Soon speech will be recognized as the Fourth Kingdom of Earth. We have regnum animalia, regnum vegetabile, regnum lapideum (animal, vegetable, mineral) – and now regnum loquax, the kingdom of speech, inhabited solely by Homo loquax. Or is ‘kingdom’ too small a word for the eminence of speech, which can do whatever it feels like doing with the other three – physically and in every other way? Should it be Imperium loquax, making speech an empire the equal of Imperium naturae, the empire of Nature? Or Universum loquax, the Spoken Universe… this ‘superior intelligence,’ this ‘new power of a definite character’?
Last night I was riffling through the pages of a textbook on Evolution. I came upon a two-page spread with a picture on the left-hand page of a chimpanzee and her baby settling in for the night upon a three-pronged fork in a tree. On the right-hand page was a picture of a troop of gorillas stamping down a stretch of underbrush into crude nests for the night. I looked up from the book and out the window upon two rather swell hotels, just a few blocks from where I live in New York City, the Mark and the Carlyle, which is thirty-five stories high… two air-conditioned, centrally heated, room-serviced, DUX-mattressed, turned-down-quilted, down-lighter-lit, Wi-Fi-wired, at-screen-the-size-of-Colorado’d, two-basin-bathroomed, debouched-silk-draped, combination-safed, School-of-David-Hicks-carpeted, Bose-Sound-systematic, German-brass-ficture-showered hotels… full of God knows how many humans who expect at least that much for their $750 per night and up… and in the distance the peaks of the Chrysler Building, the Empire State Building, the Citicorp Building, and the very tip of the top of the new Freedom Tower… and in between, a steel field of towers 10, 20, 30, 40, 50 stories high.

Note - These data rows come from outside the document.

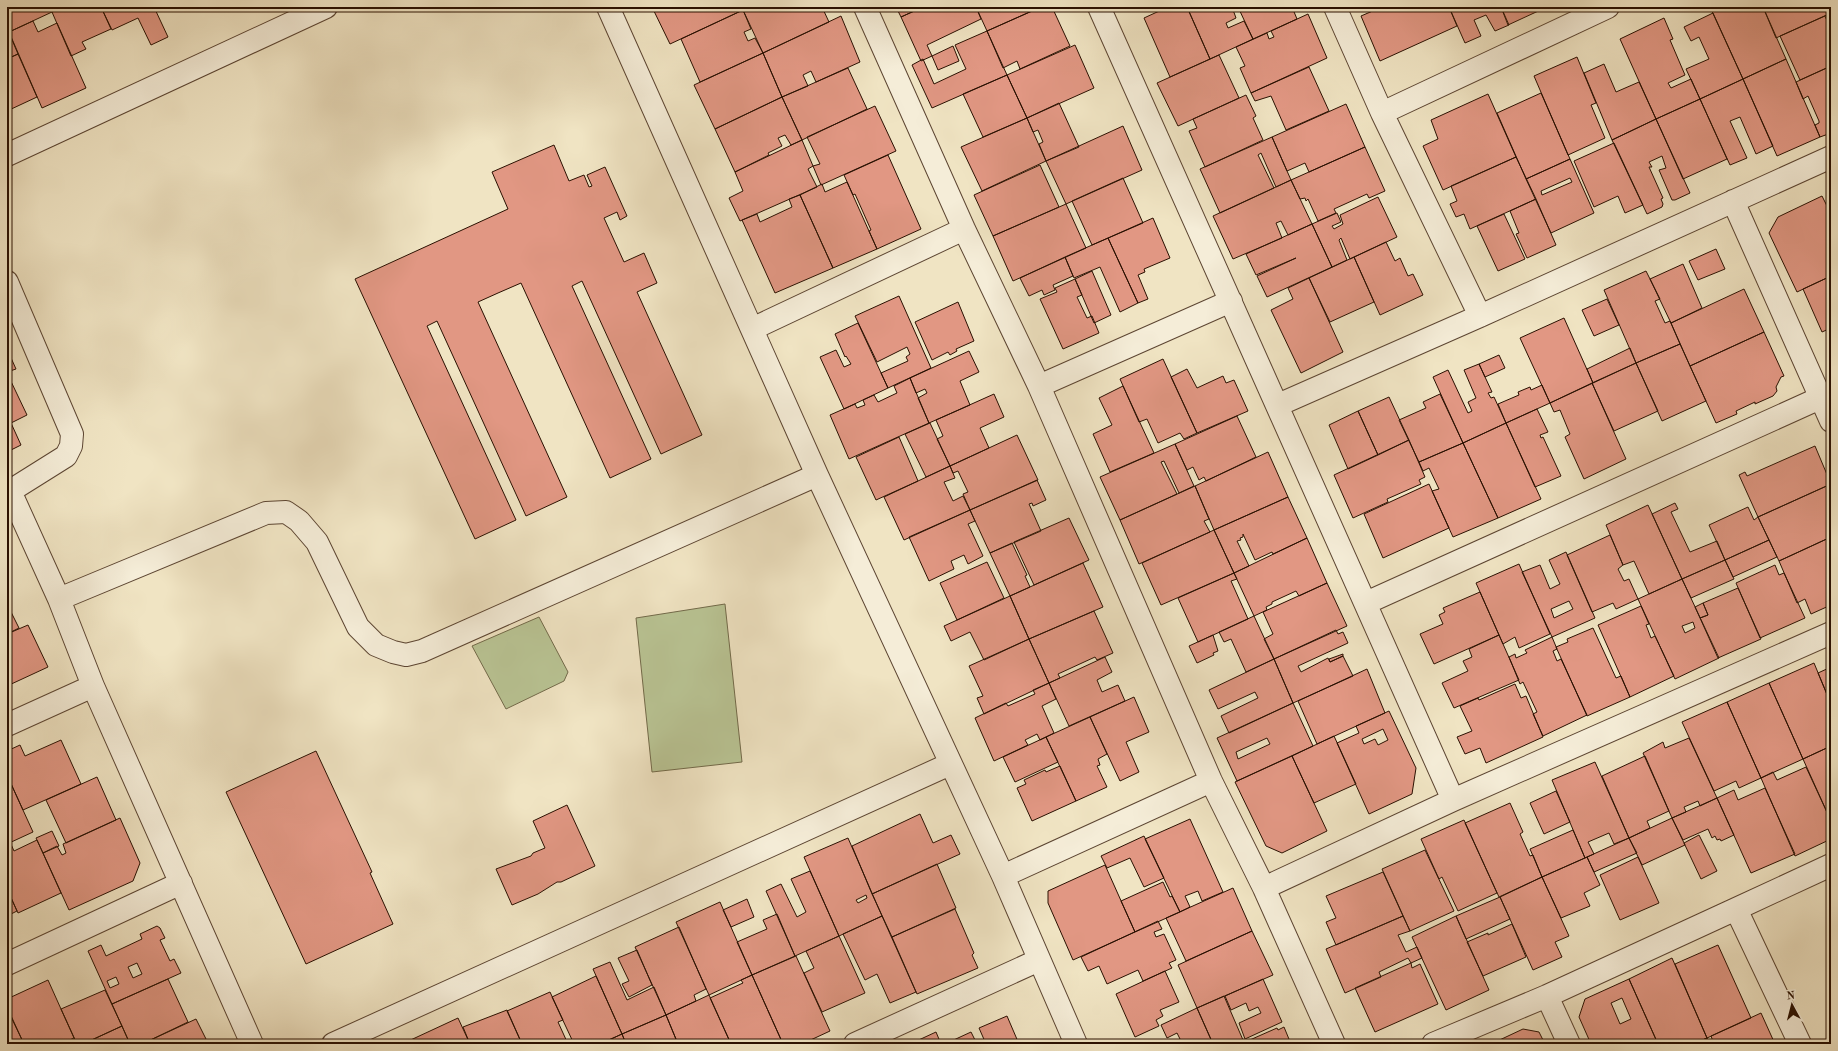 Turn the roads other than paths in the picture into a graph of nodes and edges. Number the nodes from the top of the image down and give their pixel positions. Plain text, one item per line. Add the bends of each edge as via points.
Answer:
1 (326, 7) edge
2 (608, 7) edge
3 (865, 7) edge
4 (1098, 7) edge
5 (1335, 7) edge
6 (1608, 7) edge
7 (1382, 113) junction
8 (7, 155) edge
9 (1831, 157) edge
10 (1733, 201) junction
11 (964, 229) junction
12 (7, 282) edge
13 (1231, 301) junction
14 (1480, 316) junction
15 (752, 329) junction
16 (1039, 386) junction
17 (1820, 398) junction
18 (1278, 405) junction
19 (1831, 421) edge
20 (817, 475) junction
21 (9, 492) edge
22 (59, 599) junction
23 (1366, 603) junction
24 (1831, 633) edge
25 (93, 686) junction
26 (7, 725) edge
27 (950, 764) junction
28 (1211, 781) junction
29 (1453, 800) junction
30 (1831, 865) edge
31 (1003, 876) junction
32 (181, 883) junction
33 (1264, 888) junction
34 (1736, 909) junction
35 (1039, 960) junction
36 (7, 964) edge
37 (1547, 996) junction
38 (345, 1042) edge
39 (252, 1044) edge
40 (855, 1044) edge
41 (1076, 1044) edge
42 (1334, 1044) edge
43 (1434, 1044) edge
44 (1569, 1044) edge
45 (1800, 1044) edge

1 - 8 street
2 - 15 street
3 - 11 street
4 - 13 street
5 - 7 street
6 - 7 street
7 - 14 street
9 - 10 street
10 - 14 street
10 - 17 street
11 - 15 street
11 - 16 street
12 - 21 street via 72,434 71,446 66,456
13 - 16 street
13 - 18 street
14 - 18 street
15 - 20 street
16 - 28 street
17 - 19 street
17 - 23 street
18 - 23 street
20 - 22 street via 422,651 406,655 376,645 358,627 317,542 299,521 286,512 266,513
20 - 27 street
21 - 22 street
22 - 25 street
23 - 29 street
24 - 29 street
25 - 26 street
25 - 32 street
27 - 31 street
27 - 38 street
28 - 31 street
28 - 33 street
29 - 33 street
30 - 34 street
31 - 35 street
32 - 36 street
32 - 39 street
33 - 42 street
34 - 37 street
34 - 45 street
35 - 40 street
35 - 41 street
37 - 43 street
37 - 44 street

It occurred to me that the two bedtime scenes, Apeland’s on the one hand and Manhattan’s on the other, were a perfect graph of what speech hath wrought. Speech! To say that animals evolved into man is like saying that Carrara marble evolved in to Michelangelo’s David. Speech is what man pays homage to in every moment he can imagine.
stem: tom wolfe
perspectief: speech, not evolution, sets humans apart from animals and is responsible for all of humanity’s complex achievements
titel: the beast who talked
bron: kingdom of speech (2016)
mopw: meerstemmige encyclopedie / freud
Ik probeer de fenomenale gedachte tot me door te laten dringen: taal (spraak) maakt evolutie overbodig. Met taal kun je – ondanks je naakte, haarloze rug, je miniscule snijtanden, je lachwekkende klauwtjes, je weerloze lichaam – de wereld domineren. Speech maakt dat ik, vrouw, wit, bijziend, zonder man, zonder kinderen, zonder hond, weerloos, westers een kans heb.